Kerangka kasur diketahui terbuat dari kardus daur ulang sepanjang sekitar 2 meter. Pada salah satu bagian sisi atas serta bawahnya dibuat bersekat tinggi. Konstruksinya pun cukup kokoh guna menopang beban mencapai dua orang.
Pihak produsen kasur, Arweave, turut mengklaim, kasur buatan mereka bisa menahan beban sampai 200 kilogram serta telah melalui tes yang ketat.
Selain tentang alas tidur yang menyita perhatian publik, pihak penyelenggara juga dikabarkan akan membagikan 160 ribu buah karet pengaman kepada atlet yang berpartisipasi. Sehingga, masing- masing atlet mendapat jatah 14 buah.

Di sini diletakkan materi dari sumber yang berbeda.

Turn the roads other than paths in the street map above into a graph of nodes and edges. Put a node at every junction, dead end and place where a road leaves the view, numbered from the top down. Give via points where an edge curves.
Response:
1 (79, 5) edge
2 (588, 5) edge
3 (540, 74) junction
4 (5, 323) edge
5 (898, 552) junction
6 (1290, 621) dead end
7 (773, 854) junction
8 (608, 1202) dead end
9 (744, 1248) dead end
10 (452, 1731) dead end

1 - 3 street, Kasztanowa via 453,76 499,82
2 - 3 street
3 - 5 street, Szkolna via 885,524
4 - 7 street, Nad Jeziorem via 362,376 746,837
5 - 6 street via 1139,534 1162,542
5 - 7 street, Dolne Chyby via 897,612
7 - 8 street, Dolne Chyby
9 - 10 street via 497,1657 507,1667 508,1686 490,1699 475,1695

Meski demikian, karet pengaman yang telah diberikan tak dimaksudkan untuk digunakan di area Kampung Olimpiade. Mereka mengklaim, kondom itu hanya sebagai oleh-oleh guna dibawa pulang atlet ke negeri asalnya masing-masing.
Suvenir berupa alat pengaman itu juga untuk membantu pihak penyelenggara guna mendukung kampanyenya dalam meningkatkan kesadaran akan bahaya HIV/AIDS kepada masyarakat global.

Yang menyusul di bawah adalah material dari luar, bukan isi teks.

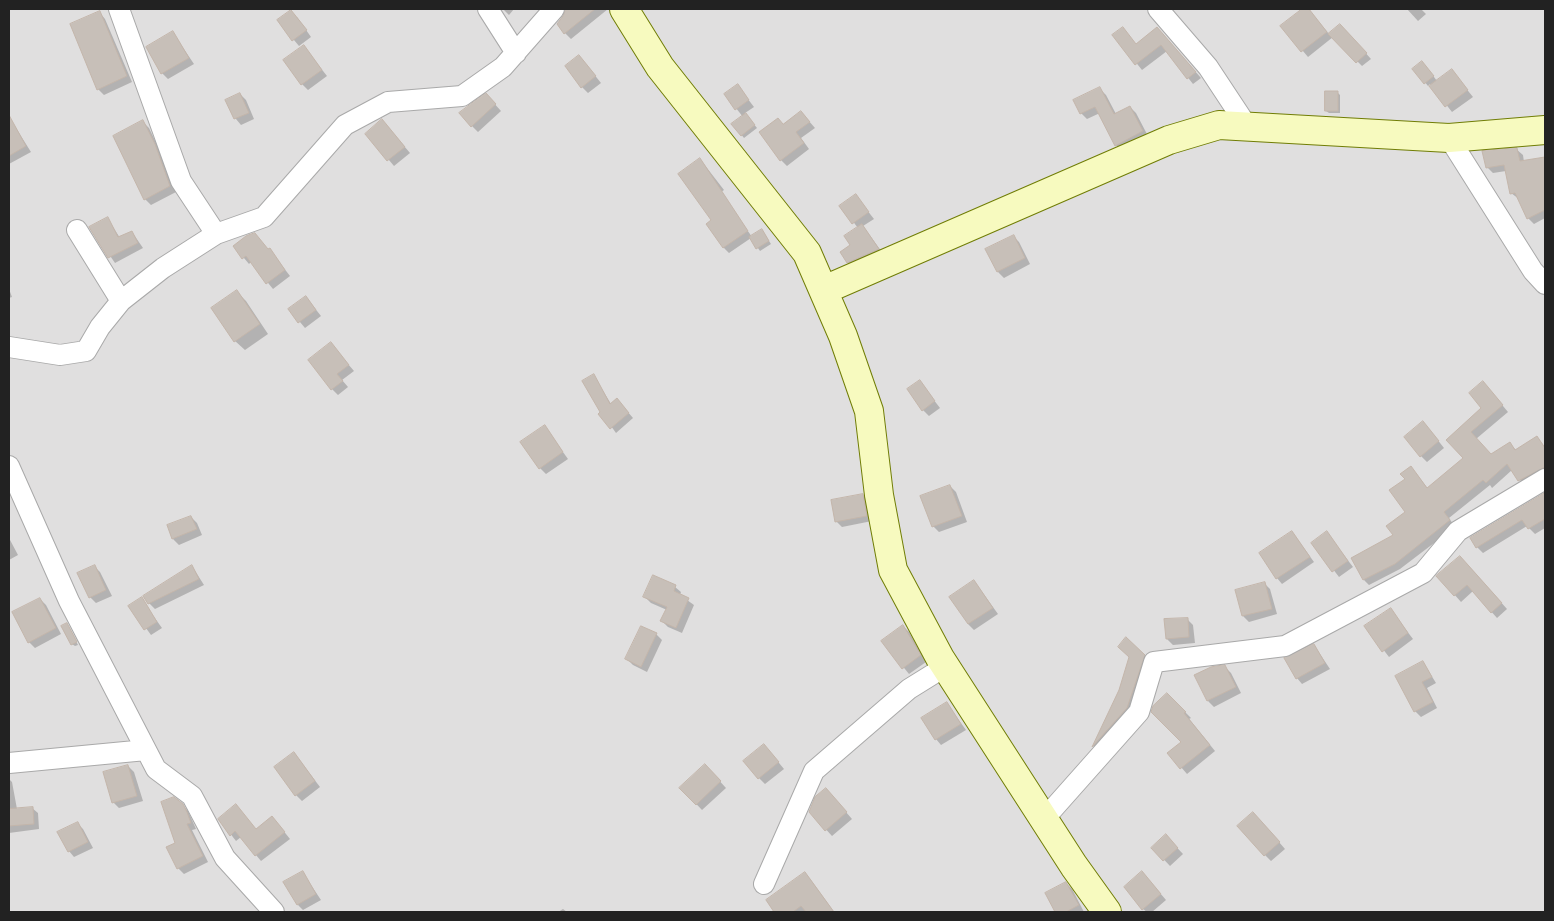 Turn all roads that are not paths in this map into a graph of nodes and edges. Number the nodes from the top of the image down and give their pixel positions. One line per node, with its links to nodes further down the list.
1 (119, 9): 11 (street)
2 (488, 9): 6 (street)
3 (554, 9): 6 (street)
4 (624, 9): 13 (street)
5 (1158, 9): 7 (street)
6 (516, 53): 11 (street)
7 (1246, 126): 9 (street); 13 (street)
8 (1545, 130): 9 (street)
9 (1449, 138): 12 (street)
10 (77, 230): 14 (street)
11 (216, 234): 14 (street)
12 (1545, 284)
13 (824, 290): 18 (street)
14 (121, 301): 15 (street)
15 (9, 347)
16 (9, 466): 19 (street)
17 (1545, 480): 21 (street)
18 (946, 666): 21 (street); 22 (street)
19 (146, 750): 20 (street); 23 (street)
20 (9, 763)
21 (1044, 819): 24 (street)
22 (764, 884)
23 (274, 912)
24 (1107, 912)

Bukankah cukup aneh saat mengetahui fakta bahwa mereka membagikan karet pengaman, tetapi tak mengijinkan para atlet melakukan hubungan seksual?
Alih-alih kondom, kenapa mereka tidak membagikan cinderamata khas Jepang untuk mempopulerkan budaya mereka? Benarkah suvenir kondom hanya untuk kampanye bahaya HIV/AIDS?
Kala Skandal Jadi Tradisi
Praktik hubungan seksual di Kampung Olimpiade sudah menjadi buah bibir di antara para atlet selama lebih dari tiga dekade. Namun, hal itu hanya menjadi rahasia umum di kalangan mereka.
Ide bahwa pria dan wanita yang sudah mencapai puncak performa fisik, akan melakukan 'puasa seks', terbantahkan manakala sekitar 8.500 buah kondom mulai dibagikan kepada para atlet pada Olimpiade Seoul, Korea Selatan, 1988.